Segue o vídeo como interpretado por Antônio Abujamra, como transmitido no programa Provocações:

 

O mesmo trecho segue numa nova tradução para inglês, por Gregory Fried e Richard Polt, publicado pela Yale University Press, em 2000. Note algumas mudanças pequenas mas significativas: 1) o sentido da primeira frase é “quando o canto mais longínquo do mundo tiver sido conquistado tecnologicamente e puder ser explorado economicamente“; 2) a expressão original traduzida como “decadência dos povos” acima é originalmente “decadência espiritual“; 3) Heidegger usou sua expressão “Dasein” numa frase que denota a ausência de reflexão e percepção sobre o “tempo como história”, enquanto na tradução acima se diz apenas que “o tempo, como história, houver desaparecido da existência de todos os povos”; e 4) a tradução em inglês fala em “experimentar” eventos distantes no planeta e não somente “assistir”, como está na tradução em português acima. Há uma outra tradução para o português que se aproxima mais desses sentidos, e pode ser encontrada no blog Legio Victrix, e segue abaixo, logo depois da nova tradução para o inglês.

Os novos tradutores informam que “Introdução à Metafísica” foi escrito por Heidegger originalmente em 1935, portanto quase 20 anos antes, a partir de uma palestra, e então foi separado e publicado como livro em 1953, com anotações e atualizações.
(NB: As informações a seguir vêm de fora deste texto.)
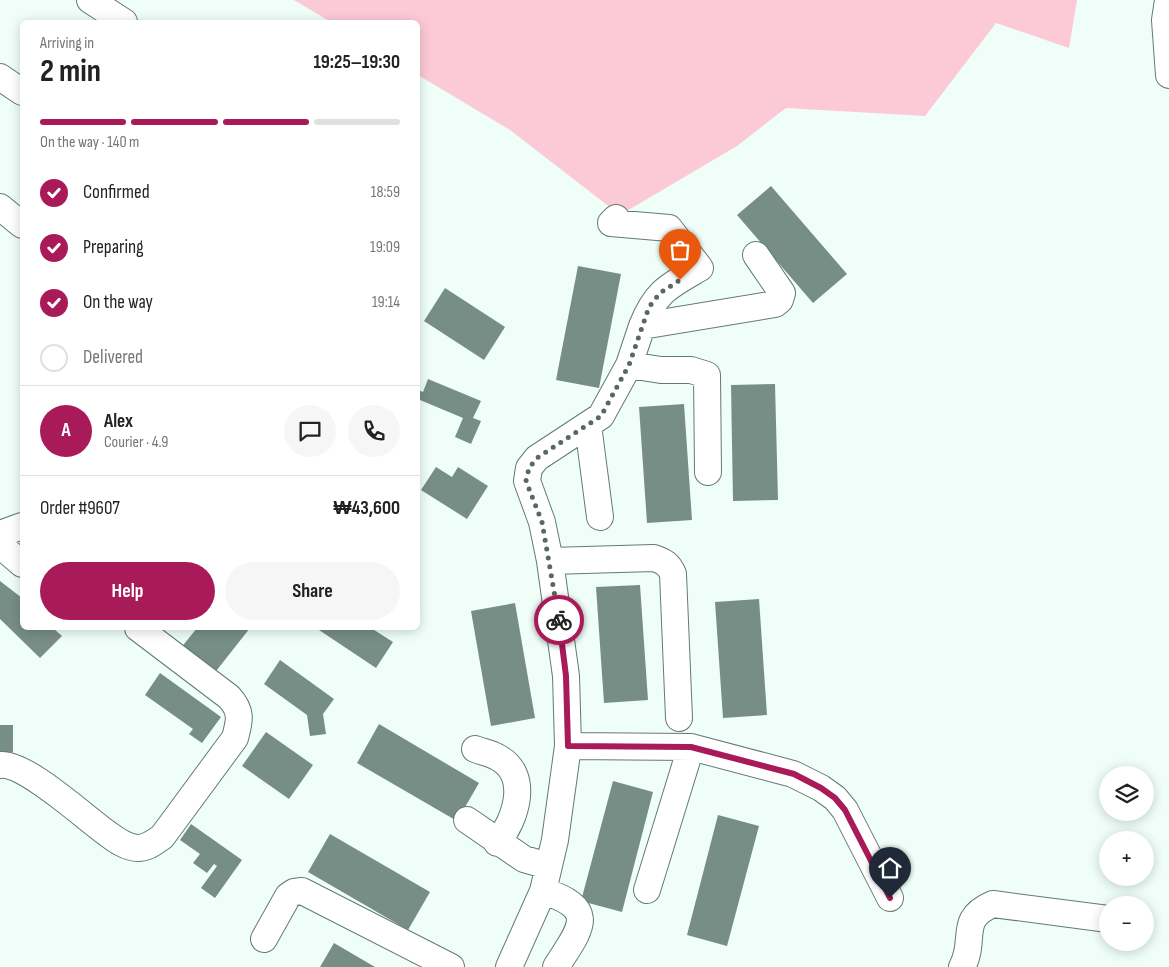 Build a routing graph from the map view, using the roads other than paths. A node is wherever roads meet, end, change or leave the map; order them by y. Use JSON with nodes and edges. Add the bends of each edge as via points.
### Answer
{"nodes":[{"id":1,"x":90,"y":0,"type":"edge"},
{"id":2,"x":1168,"y":0,"type":"edge"},
{"id":3,"x":121,"y":20,"type":"edge"},
{"id":4,"x":1169,"y":75,"type":"edge"},
{"id":5,"x":0,"y":77,"type":"edge"},
{"id":6,"x":20,"y":91,"type":"edge"},
{"id":7,"x":0,"y":207,"type":"edge"},
{"id":8,"x":616,"y":218,"type":"dead end"},
{"id":9,"x":20,"y":223,"type":"edge"},
{"id":10,"x":756,"y":255,"type":"dead end"},
{"id":11,"x":642,"y":326,"type":"junction"},
{"id":12,"x":629,"y":365,"type":"junction"},
{"id":13,"x":588,"y":425,"type":"junction"},
{"id":14,"x":708,"y":472,"type":"dead end"},
{"id":15,"x":600,"y":517,"type":"dead end"},
{"id":16,"x":20,"y":527,"type":"edge"},
{"id":17,"x":0,"y":534,"type":"edge"},
{"id":18,"x":0,"y":545,"type":"edge"},
{"id":19,"x":20,"y":562,"type":"edge"},
{"id":20,"x":550,"y":562,"type":"junction"},
{"id":21,"x":141,"y":630,"type":"edge"},
{"id":22,"x":679,"y":718,"type":"dead end"},
{"id":23,"x":568,"y":746,"type":"junction"},
{"id":24,"x":691,"y":747,"type":"junction"},
{"id":25,"x":474,"y":749,"type":"dead end"},
{"id":26,"x":0,"y":764,"type":"edge"},
{"id":27,"x":467,"y":820,"type":"dead end"},
{"id":28,"x":497,"y":843,"type":"junction"},
{"id":29,"x":548,"y":866,"type":"junction"},
{"id":30,"x":647,"y":890,"type":"dead end"},
{"id":31,"x":543,"y":891,"type":"junction"},
{"id":32,"x":890,"y":898,"type":"dead end"},
{"id":33,"x":1099,"y":918,"type":"edge"},
{"id":34,"x":264,"y":939,"type":"dead end"},
{"id":35,"x":451,"y":967,"type":"edge"},
{"id":36,"x":509,"y":967,"type":"edge"},
{"id":37,"x":556,"y":967,"type":"edge"},
{"id":38,"x":962,"y":967,"type":"edge"}],
"edges":[{"from":1,"to":3,"type":"street"},
{"from":2,"to":4,"type":"street","via":[[1165,20]]},
{"from":5,"to":6,"type":"street"},
{"from":7,"to":9,"type":"street"},
{"from":8,"to":11,"type":"street","via":[[611,224],[669,228],[700,268],[660,293],[649,307]]},
{"from":10,"to":11,"type":"street","via":[[782,293],[775,304]]},
{"from":11,"to":12,"type":"street"},
{"from":12,"to":13,"type":"street","via":[[606,410]]},
{"from":12,"to":14,"type":"street","via":[[691,370],[707,375]]},
{"from":13,"to":15,"type":"street"},
{"from":13,"to":20,"type":"street","via":[[537,458],[529,468],[526,481],[542,522]]},
{"from":16,"to":17,"type":"street"},
{"from":18,"to":19,"type":"street"},
{"from":20,"to":22,"type":"street","via":[[654,558],[671,568],[674,574]]},
{"from":20,"to":23,"type":"street","via":[[566,676]]},
{"from":21,"to":26,"type":"street","via":[[229,697],[238,707],[241,719],[235,738],[162,836],[151,846],[138,848],[121,843],[37,778],[8,764]]},
{"from":23,"to":24,"type":"street"},
{"from":23,"to":29,"type":"street","via":[[555,840]]},
{"from":24,"to":30,"type":"street"},
{"from":24,"to":32,"type":"street","via":[[794,774],[835,798],[845,810]]},
{"from":25,"to":28,"type":"street","via":[[498,757],[514,774],[518,795],[513,816],[508,830]]},
{"from":27,"to":28,"type":"street"},
{"from":28,"to":29,"type":"street","via":[[524,859]]},
{"from":29,"to":31,"type":"street"},
{"from":31,"to":36,"type":"street"},
{"from":31,"to":37,"type":"street","via":[[560,896],[579,914],[581,926]]},
{"from":33,"to":38,"type":"street","via":[[993,904],[980,909],[971,920],[967,959]]},
{"from":34,"to":35,"type":"street","via":[[288,896],[302,891]]}]} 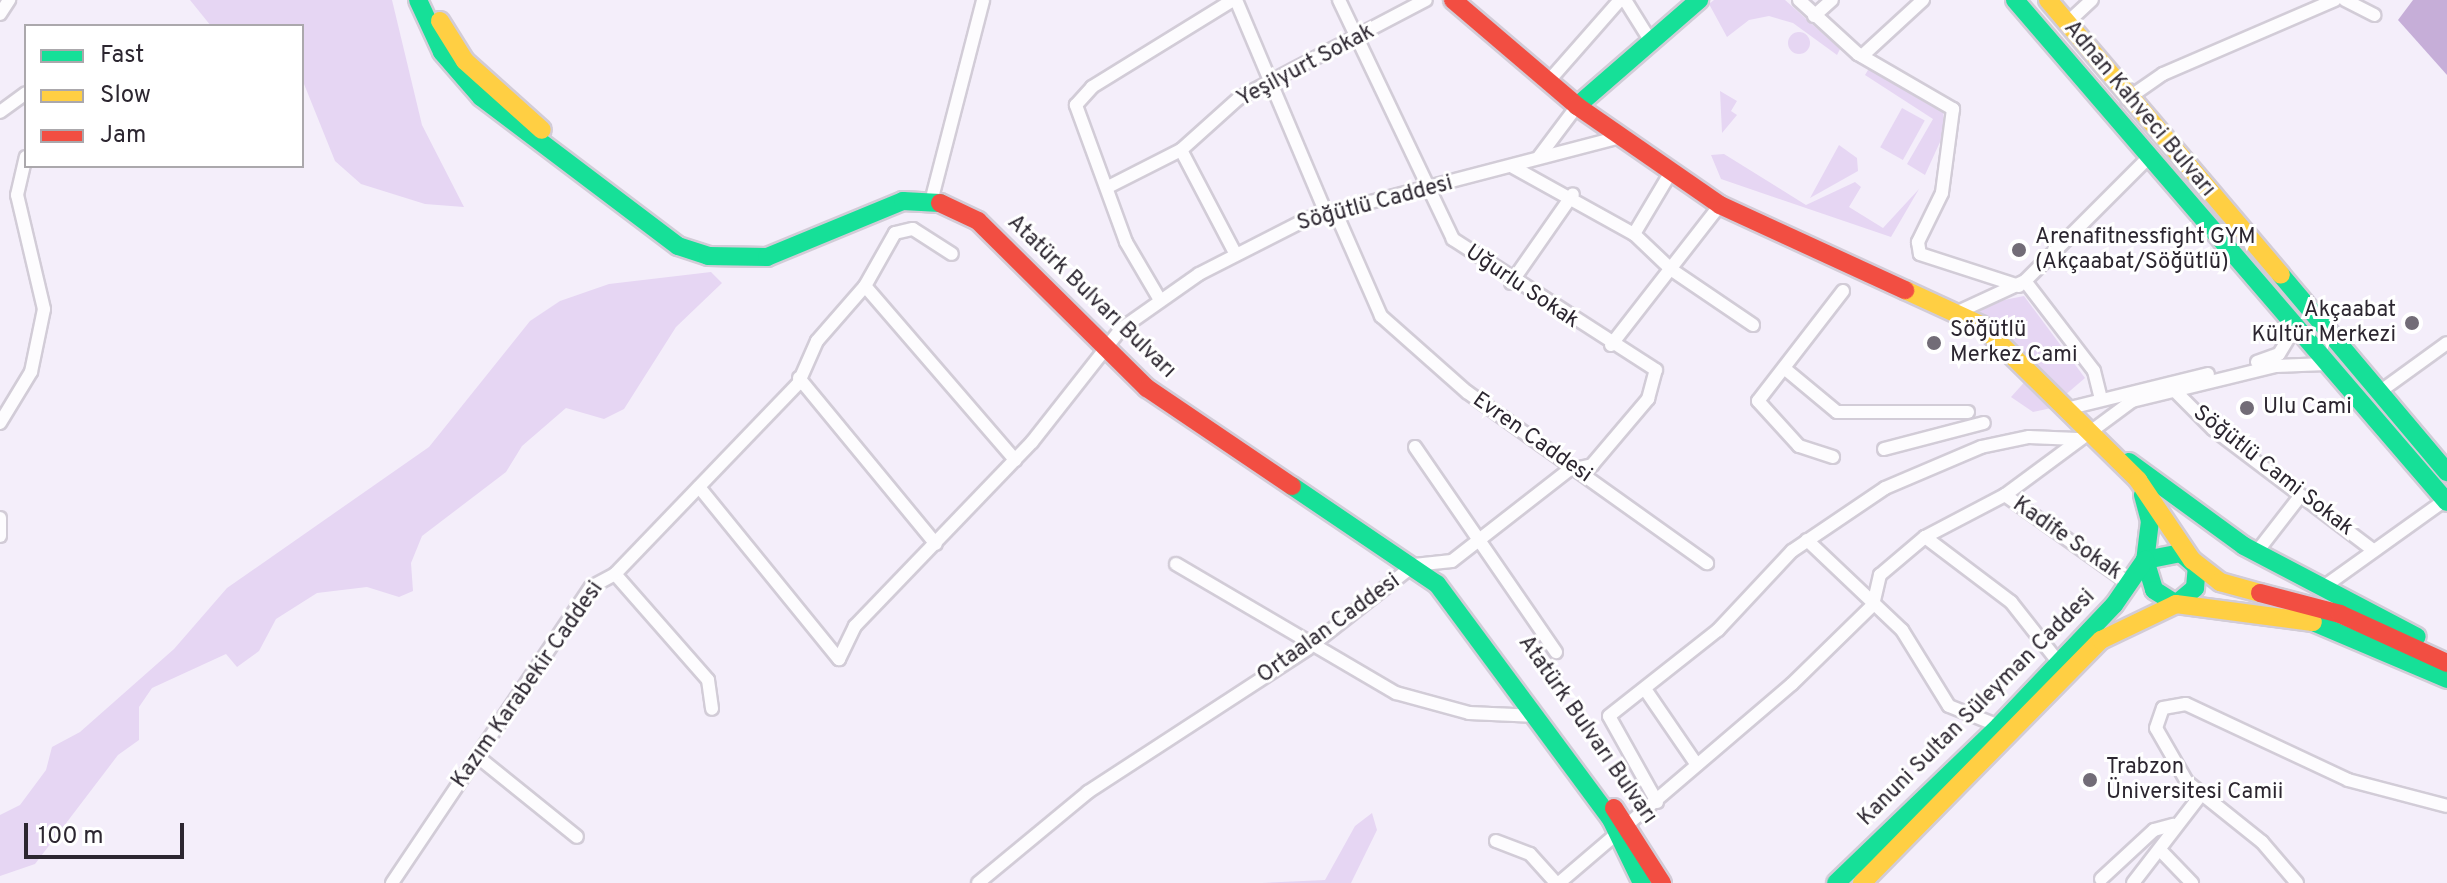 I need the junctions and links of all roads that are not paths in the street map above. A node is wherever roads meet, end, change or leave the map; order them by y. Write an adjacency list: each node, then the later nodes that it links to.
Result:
1 (9, 0): 19 (street)
2 (418, 0): 59 (main road, Atatürk Bulvarı Bulvarı)
3 (431, 0): 41 (main road, Atatürk Bulvarı Bulvarı)
4 (983, 0): 41 (street)
5 (1234, 0): 26 (street, Evren Caddesi); 39 (street)
6 (1339, 0): 23 (street, Uğurlu Sokak)
7 (1426, 0): 23 (street, Yeşilyurt Sokak)
8 (1453, 0): 27 (main road)
9 (1622, 0): 24 (street); 27 (street)
10 (1699, 0): 24 (main road)
11 (1799, 0): 21 (street)
12 (1832, 0): 21 (street)
13 (1923, 0): 25 (street)
14 (2015, 0): 34 (main road, Adnan Kahveci Bulvarı)
15 (2048, 0): 22 (main road, Adnan Kahveci Bulvarı)
16 (2092, 0): 22 (street)
17 (2335, 0): 29 (street)
18 (2345, 0): 20 (street)
19 (0, 14)
20 (2374, 15)
21 (1814, 16): 25 (street)
22 (2067, 23): 29 (main road, Adnan Kahveci Bulvarı)
23 (1360, 37): 26 (street, Yeşilyurt Sokak); 40 (street, Uğurlu Sokak)
24 (1650, 40): 30 (main road)
25 (1862, 56): 50 (street)
26 (1269, 80): 33 (street, Yeşilyurt Sokak); 44 (street, Evren Caddesi)
27 (1547, 83): 30 (main road)
28 (24, 94): 31 (street)
29 (2127, 99): 65 (main road, Adnan Kahveci Bulvarı)
30 (1577, 106): 32 (main road); 35 (street)
31 (0, 112)
32 (1621, 137): 35 (street, Söğütlü Caddesi); 38 (main road)
33 (1181, 150): 39 (street, Yeşilyurt Sokak); 46 (street)
34 (2149, 157): 50 (street); 56 (main road, Adnan Kahveci Bulvarı)
35 (1532, 162): 37 (street, Söğütlü Caddesi)
36 (24, 165): 69 (street)
37 (1513, 167): 40 (street, Söğütlü Caddesi); 42 (street)
38 (1671, 172): 43 (main road); 45 (street)
39 (1108, 187): 53 (street)
40 (1427, 191): 44 (street, Söğütlü Caddesi); 49 (street, Uğurlu Sokak)
41 (933, 194): 59 (main road, Atatürk Bulvarı Bulvarı)
42 (1573, 194): 45 (street); 49 (street)
43 (1720, 205): 48 (street); 54 (main road)
44 (1330, 212): 46 (street, Söğütlü Caddesi); 78 (street, Evren Caddesi)
45 (1634, 234): 48 (street)
46 (1235, 253): 53 (street, Söğütlü Caddesi)
47 (952, 254): 51 (street, Kazım Karabekir Caddesi)
48 (1672, 270): 55 (street); 58 (street)
49 (1511, 283): 58 (street, Uğurlu Sokak)
50 (2022, 283): 54 (street); 66 (street)
51 (865, 286): 63 (street, Kazım Karabekir Caddesi); 76 (street)
52 (1843, 291): 61 (street)
53 (1160, 300): 59 (street, Söğütlü Caddesi)
54 (1958, 312): 67 (main road)
55 (1753, 325)
56 (2296, 326): 60 (main road, Adnan Kahveci Bulvarı); 66 (street)
57 (2447, 343): 65 (street)
58 (1611, 345): 62 (street, Uğurlu Sokak)
59 (1107, 348): 76 (street, Söğütlü Caddesi); 96 (main road, Atatürk Bulvarı Bulvarı)
60 (2329, 364): 64 (street); 83 (main road, Adnan Kahveci Bulvarı)
61 (1784, 368): 68 (street); 75 (street)
62 (1656, 370): 78 (street, Ortaalan Caddesi)
63 (799, 378): 80 (street, Kazım Karabekir Caddesi); 89 (street)
64 (2175, 391): 71 (street); 82 (street, Söğütlü Cami Sokak)
65 (2378, 393): 79 (main road, Adnan Kahveci Bulvarı)
66 (2100, 395): 67 (street)
67 (2070, 408): 71 (main road)
68 (1968, 412)
69 (0, 423)
70 (1984, 423): 73 (street)
71 (2084, 435): 74 (main road); 81 (street); 88 (street)
72 (1415, 447): 87 (street)
73 (1884, 449)
74 (2109, 451): 77 (main road); 91 (main road)
75 (1833, 457)
76 (1015, 460): 89 (street, Söğütlü Caddesi)
77 (2124, 465): 92 (main road); 93 (main road)
78 (1577, 469): 87 (street, Ortaalan Caddesi); 94 (street, Evren Caddesi)
79 (2447, 472)
80 (699, 487): 89 (street, Söğütlü Caddesi); 97 (street, Kazım Karabekir Caddesi)
81 (2005, 495): 86 (street); 98 (street, Kadife Sokak)
82 (2301, 495): 90 (street, Söğütlü Cami Sokak); 91 (street)
83 (2446, 501): 90 (street)
84 (0, 518): 85 (street)
85 (0, 536)
86 (1925, 537): 101 (street); 105 (street)
87 (1479, 540): 96 (street, Ortaalan Caddesi); 103 (street)
88 (1807, 540): 101 (street); 107 (street)
89 (936, 544)
90 (2373, 550): 99 (street)
91 (2256, 553): 99 (main road)
92 (2145, 560): 93 (main road); 98 (main road, Kanuni Sultan Süleyman Caddesi); 100 (main road)
93 (2192, 560): 100 (main road); 104 (main road)
94 (1707, 563)
95 (1176, 564): 102 (street)
96 (1421, 566): 102 (street, Ortaalan Caddesi); 109 (main road, Atatürk Bulvarı Bulvarı); 117 (main road, Atatürk Bulvarı Bulvarı)
97 (615, 574): 108 (street); 111 (street, Kazım Karabekir Caddesi)
98 (2129, 583): 105 (main road, Kanuni Sultan Süleyman Caddesi)
99 (2325, 586): 104 (main road)
100 (2176, 604): 106 (main road); 128 (main road, Kanuni Sultan Süleyman Caddesi)
101 (1873, 605): 110 (street); 112 (street)
102 (1311, 646): 109 (street); 123 (street, Ortaalan Caddesi)
103 (1556, 652)
104 (2442, 660)
105 (2059, 663): 110 (main road, Kanuni Sultan Süleyman Caddesi)
106 (2447, 679)
107 (1647, 692): 112 (street); 114 (street)
108 (712, 709)
109 (1537, 716): 117 (main road, Atatürk Bulvarı Bulvarı)
110 (1999, 726): 127 (main road, Kanuni Sultan Süleyman Caddesi)
111 (478, 757): 118 (street); 122 (street, Kazım Karabekir Caddesi)
112 (1697, 765): 114 (street)
113 (2200, 796): 115 (street); 116 (street); 131 (street)
114 (1657, 802): 117 (street)
115 (2447, 806)
116 (2173, 825): 120 (street); 121 (street)
117 (1622, 830): 124 (street); 125 (main road, Atatürk Bulvarı Bulvarı); 126 (main road, Atatürk Bulvarı Bulvarı)
118 (577, 837)
119 (1496, 841): 124 (street)
120 (2163, 853): 129 (street); 130 (street)
121 (2101, 879)
122 (392, 883)
123 (978, 883)
124 (1557, 883)
125 (1642, 883)
126 (1662, 883)
127 (1836, 883)
128 (1862, 883)
129 (2133, 883)
130 (2192, 883)
131 (2297, 883) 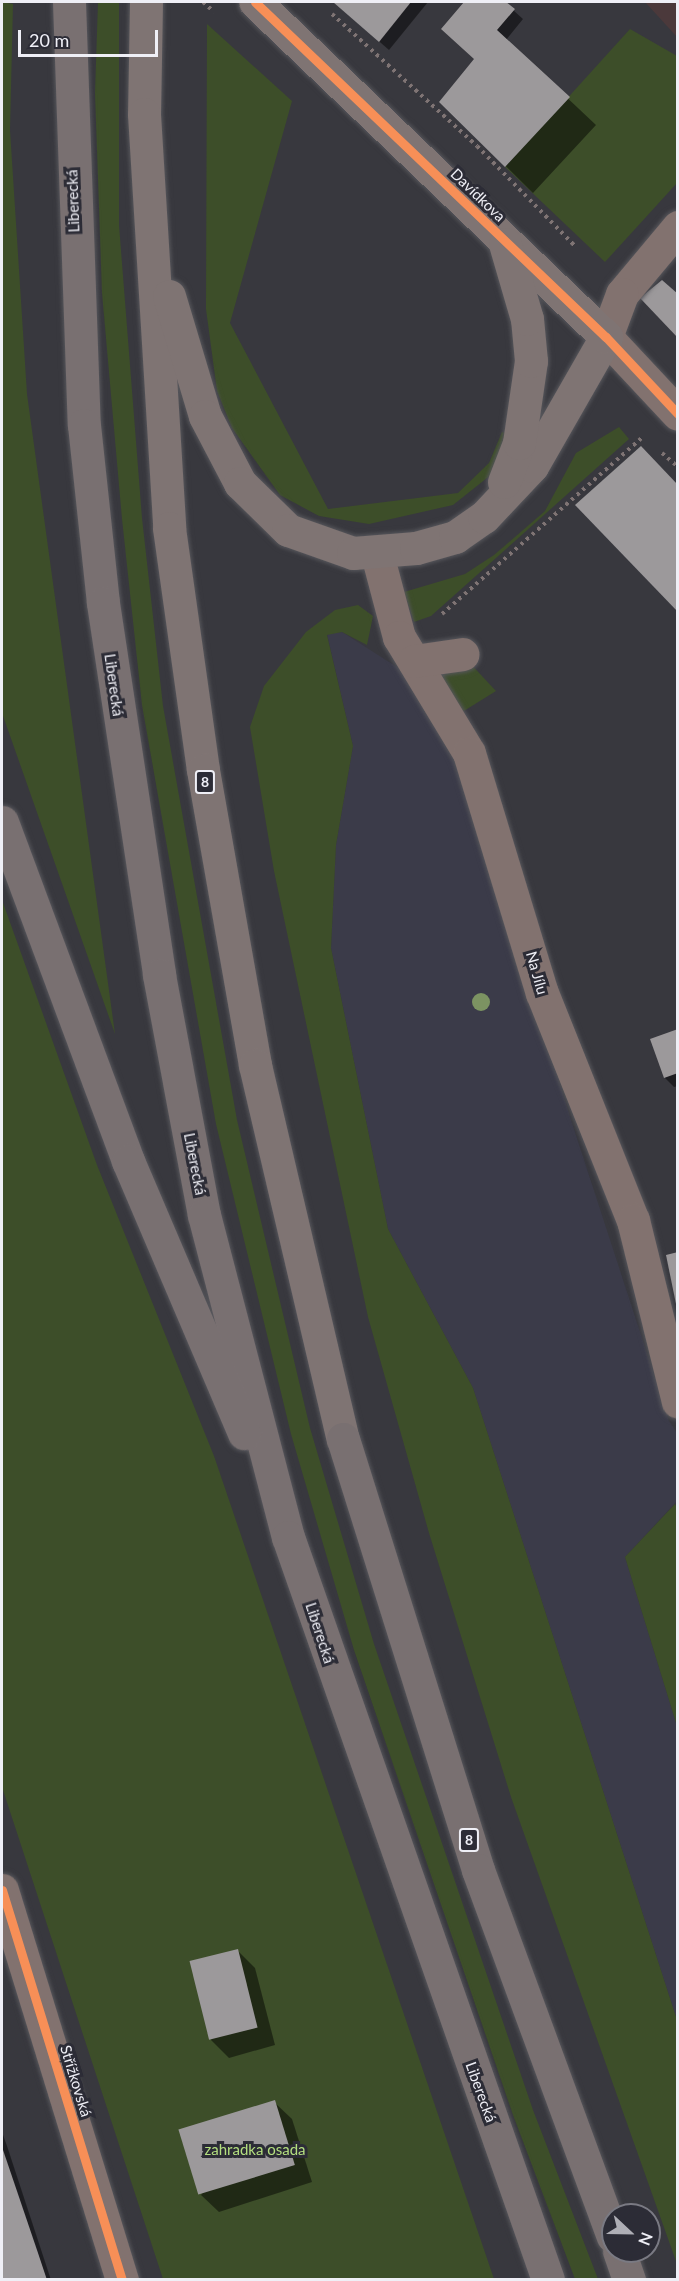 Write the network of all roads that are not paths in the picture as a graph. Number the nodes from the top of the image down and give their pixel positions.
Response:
1 (69, 2) edge
2 (146, 2) edge
3 (255, 2) edge
4 (144, 114) junction
5 (678, 228) edge
6 (503, 239) junction
7 (606, 337) junction
8 (678, 414) edge
9 (484, 517) junction
10 (377, 554) junction
11 (406, 649) junction
12 (462, 654) dead end
13 (2, 822) edge
14 (678, 1402) edge
15 (343, 1439) joint
16 (288, 1537) junction
17 (2, 1890) edge
18 (601, 2203) edge
19 (623, 2263) edge
20 (122, 2280) edge
21 (548, 2280) edge
22 (629, 2280) edge

1 - 16 highway, Liberecká
2 - 4 main road, 8
3 - 6 main road, Davídkova
4 - 10 main road
4 - 15 main road, 8
5 - 7 street
6 - 7 main road, Davídkova
6 - 9 main road
7 - 8 street, Davídkova
7 - 9 main road
9 - 10 main road
10 - 11 street, Na Jílu
11 - 12 street
11 - 14 street, Na Jílu
13 - 16 highway
15 - 18 highway, 8
16 - 21 highway, Liberecká
17 - 20 street, Střížkovská
19 - 22 highway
Para mais informações, procure a nova edição referida, ainda sem tradução para o português.

NOVA TRADUÇÃO PARA O INGLÊS (2000):

“When the farthest corner of the globe has been conquered technologically and can be exploited economically; when any incident you like, in any place you like, at any time you like, becomes accessible as fast as you like; when you can simultaneously “experience” an assassination attempt against a king in France and a symphony concert in Tokyo; when time is nothing but speed, instantaneity, and simultaneity, and time as history has vanished from all Dasein of all peoples; when a boxer counts as the great man of a people; when the tallies of millions at mass meetings are a triumph; then, yes then, there still looms like a specter over all this uproar the question: what for?—where to?—and what then? The spiritual decline of the earth has progressed so far that peoples are in danger of losing their last spiritual strength, the strength that makes it possible even to see the decline [which is meant in relation to the fate of “Being”] and to appraise it as such. This simple observation has nothing to do with cultural pessimism—nor with any optimism either, of course; for the darkening of the world, the flight of the gods, the destruction of the earth, the reduction of human beings to a mass, the hatred and mistrust of everything creative and free has already reached such proportions throughout the whole earth that such childish categories as pessimism and optimism have long become laughable.”
~ Martin Heidegger, em “Introduction to Metaphysics”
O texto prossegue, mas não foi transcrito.